→ **TASK OBJECTIVE**
Send back all of the records, each one exactly as written.

(GIVEN ENTRIES Opens)

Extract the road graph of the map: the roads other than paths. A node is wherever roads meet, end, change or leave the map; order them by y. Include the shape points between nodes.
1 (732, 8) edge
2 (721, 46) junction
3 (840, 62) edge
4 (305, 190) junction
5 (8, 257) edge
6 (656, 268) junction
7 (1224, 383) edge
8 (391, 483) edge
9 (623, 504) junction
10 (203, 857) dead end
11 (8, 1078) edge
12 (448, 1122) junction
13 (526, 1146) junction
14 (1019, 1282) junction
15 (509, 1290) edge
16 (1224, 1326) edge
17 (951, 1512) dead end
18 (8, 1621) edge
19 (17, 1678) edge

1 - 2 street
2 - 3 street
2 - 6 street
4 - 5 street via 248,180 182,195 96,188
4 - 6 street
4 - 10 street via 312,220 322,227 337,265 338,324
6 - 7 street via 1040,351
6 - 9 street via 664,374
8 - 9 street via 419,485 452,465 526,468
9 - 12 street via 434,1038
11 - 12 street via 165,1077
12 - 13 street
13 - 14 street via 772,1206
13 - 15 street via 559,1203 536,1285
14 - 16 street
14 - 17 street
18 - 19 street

(GIVEN ENTRIES Closes)

→ **EXERCISE ANSWER**
Extract the road graph of the map: the roads other than paths. A node is wherever roads meet, end, change or leave the map; order them by y. Include the shape points between nodes.
1 (732, 8) edge
2 (721, 46) junction
3 (840, 62) edge
4 (305, 190) junction
5 (8, 257) edge
6 (656, 268) junction
7 (1224, 383) edge
8 (391, 483) edge
9 (623, 504) junction
10 (203, 857) dead end
11 (8, 1078) edge
12 (448, 1122) junction
13 (526, 1146) junction
14 (1019, 1282) junction
15 (509, 1290) edge
16 (1224, 1326) edge
17 (951, 1512) dead end
18 (8, 1621) edge
19 (17, 1678) edge

1 - 2 street
2 - 3 street
2 - 6 street
4 - 5 street via 248,180 182,195 96,188
4 - 6 street
4 - 10 street via 312,220 322,227 337,265 338,324
6 - 7 street via 1040,351
6 - 9 street via 664,374
8 - 9 street via 419,485 452,465 526,468
9 - 12 street via 434,1038
11 - 12 street via 165,1077
12 - 13 street
13 - 14 street via 772,1206
13 - 15 street via 559,1203 536,1285
14 - 16 street
14 - 17 street
18 - 19 street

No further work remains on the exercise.